En rentrant, c’était une grande envie qui s’emparait de moi… Je me surprenais à prendre avec deux doigts, pas si propres, la grasse crème. Je le grignotais doucement, je faisais du lèche-vitrines. Maman, alarmée par mon retard, venait à ma rencontre, en me grondant.
-Quoi, c’est justement que l’on a caillé le yogourt?
Puis elle regarda le pot presque vide, me faisant signe de l’oeil en ajoutant d’une manière complice:
-Le Grec, il t’a trompé de nouveau, n’est-ce pas?
Le pauvre Grec……..

Près de notre maison, séparés par une grande palissade, habitaient quelques malotrus fêtards. J’ai écouté beaucoup de chansons "de mal coeur" et bien que le violon du Tzigane "chantait" faux parfois, j’étais émerveillé par "Rita la Vierge", "Le vieux chanteur de luth" qui jouait au "Bistrot de la chaussée" ou par "porte-moi à la maison, toi, tramway"..
Un jour me trouvant dans l’atelier de l’Italien, j’ai été attiré par une chanson sautillante. Je jetai le marteau et le ciseau avec lesquels je bricolais, et je courus dehors… Je me suis approché de la palissade, en collant mon regard à un trou que j’avais préparé auparavant. Des gens, les visages rouges, suant à cause de vin et de l’effort, s’étaient réunis au centre de la cour, se serrant les mains et poussant des cris de joie. Ils trépignaient à petits pas vers un point virtuel au centre du cercle, pour s’en éloigner lorsqu’ils étaient tout près à s’y approcher, et l’on recommençait comme s’ils se confrontaient à quelque chose de dangereux.

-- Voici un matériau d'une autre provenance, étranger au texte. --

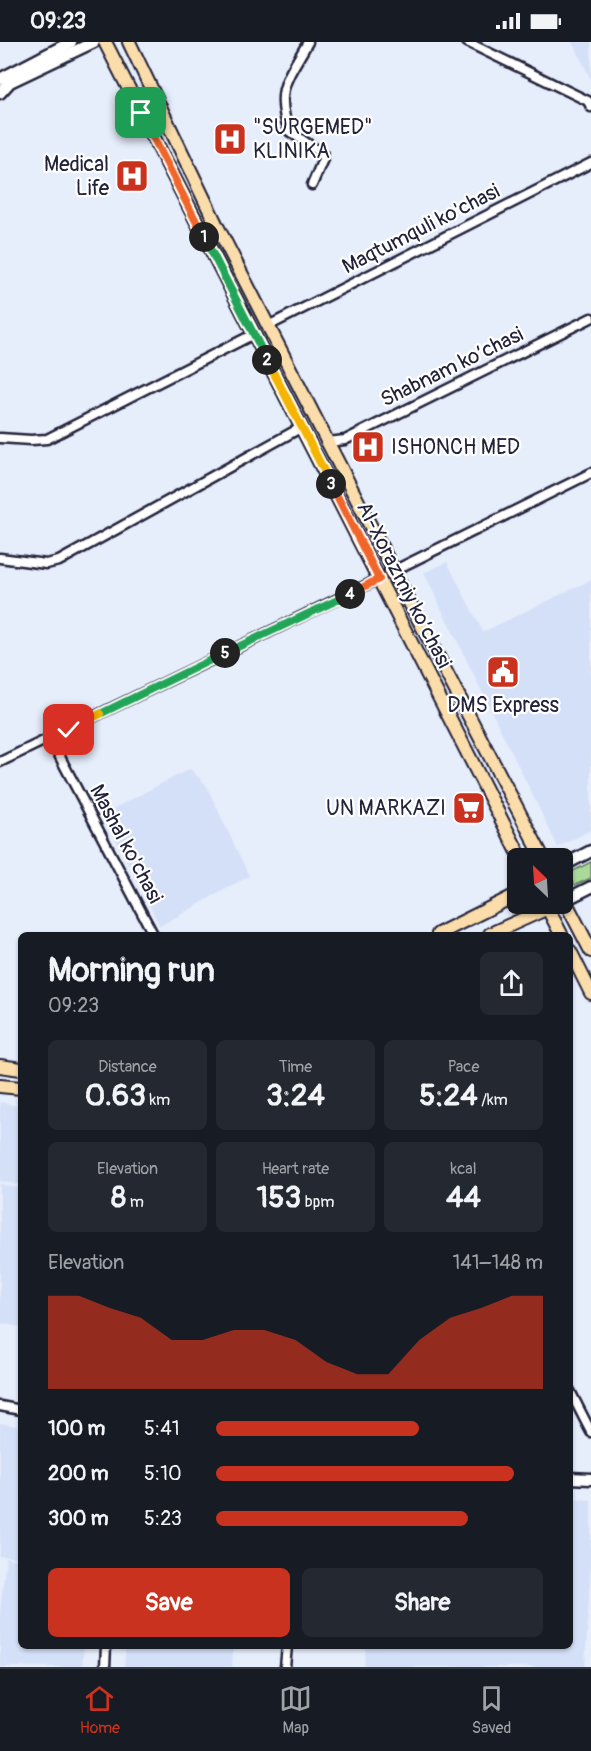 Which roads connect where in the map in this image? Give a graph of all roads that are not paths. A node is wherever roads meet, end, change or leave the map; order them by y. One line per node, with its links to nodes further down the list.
1 (71, 42): 8 (main road)
2 (94, 42): 9 (main road)
3 (105, 42): 15 (main road, Al-Xorazmiy ko’chasi)
4 (129, 42): 14 (main road, Al-Xorazmiy ko’chasi)
5 (308, 42): 12 (street)
6 (467, 42): 7 (street)
7 (479, 45): 10 (street)
8 (0, 79)
9 (0, 93)
10 (591, 107)
11 (591, 164): 14 (street, Maqtumquli ko'chasi)
12 (312, 185)
13 (591, 318): 18 (street, Shabnam ko’chasi)
14 (268, 326): 18 (main road, Al-Xorazmiy ko’chasi)
15 (254, 334): 16 (main road, Al-Xorazmiy ko’chasi); 17 (street)
16 (302, 427): 20 (street); 22 (main road, Al-Xorazmiy ko’chasi)
17 (0, 438)
18 (328, 442): 21 (main road, Al-Xorazmiy ko’chasi)
19 (591, 473): 21 (street)
20 (0, 558)
21 (391, 572): 26 (main road, Al-Xorazmiy ko’chasi)
22 (379, 579): 23 (street); 25 (main road, Al-Xorazmiy ko’chasi)
23 (50, 738): 24 (street); 35 (street, Mashal ko'chasi)
24 (0, 762)
25 (516, 848)
26 (538, 848)
27 (591, 851): 28 (main road)
28 (573, 860)
29 (591, 887): 30 (main road)
30 (573, 895)
31 (507, 900): 36 (main road)
32 (532, 914): 37 (main road)
33 (558, 914): 38 (main road)
34 (565, 914): 39 (main road)
35 (152, 932)
36 (442, 932)
37 (494, 932)
38 (561, 932)
39 (591, 951)
40 (573, 957): 41 (main road)
41 (591, 993)
42 (0, 1066): 43 (main road)
43 (18, 1069)
44 (0, 1086): 45 (main road)
45 (18, 1088)
46 (573, 1397): 49 (street)
47 (0, 1406): 48 (street)
48 (18, 1409)
49 (591, 1432)
50 (573, 1478): 51 (main road)
51 (591, 1479)
52 (106, 1649): 54 (street)
53 (287, 1649): 55 (street)
54 (105, 1667)
55 (285, 1667)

Parfois une voix éclatante animait la mélodie:
-"Ainsi on danse chez nous/ En avant et en arrière/ Ainsi dansent les filles/ Lorsque les fleurs apparaissent/ Ainsi dansent les garçons/ Lorsque les griottiers fleurissent"..
Une autre voix, fêlée par le vin, continuait:
"Ainsi dansent les vieillards/ Lorsque les raisins mûrissent/ Et le vin fermente/ Ainsi dansent les vieilles femmes/ Lorsque leurs dents tombent/ Lorsque les pots se vident"..
Les dernières, coupables de tous les maux, poussaient des cris et s’écrasaient au sol, inconscients!
Depuis, j’ai vu beaucoup de danses pareilles, des "hore" en roumain, mais celle-ci, à la banlieue, est restée à jamais dans ma mémoire.
Ces gens –là, loin du quotidien, vivaient une autre vie…..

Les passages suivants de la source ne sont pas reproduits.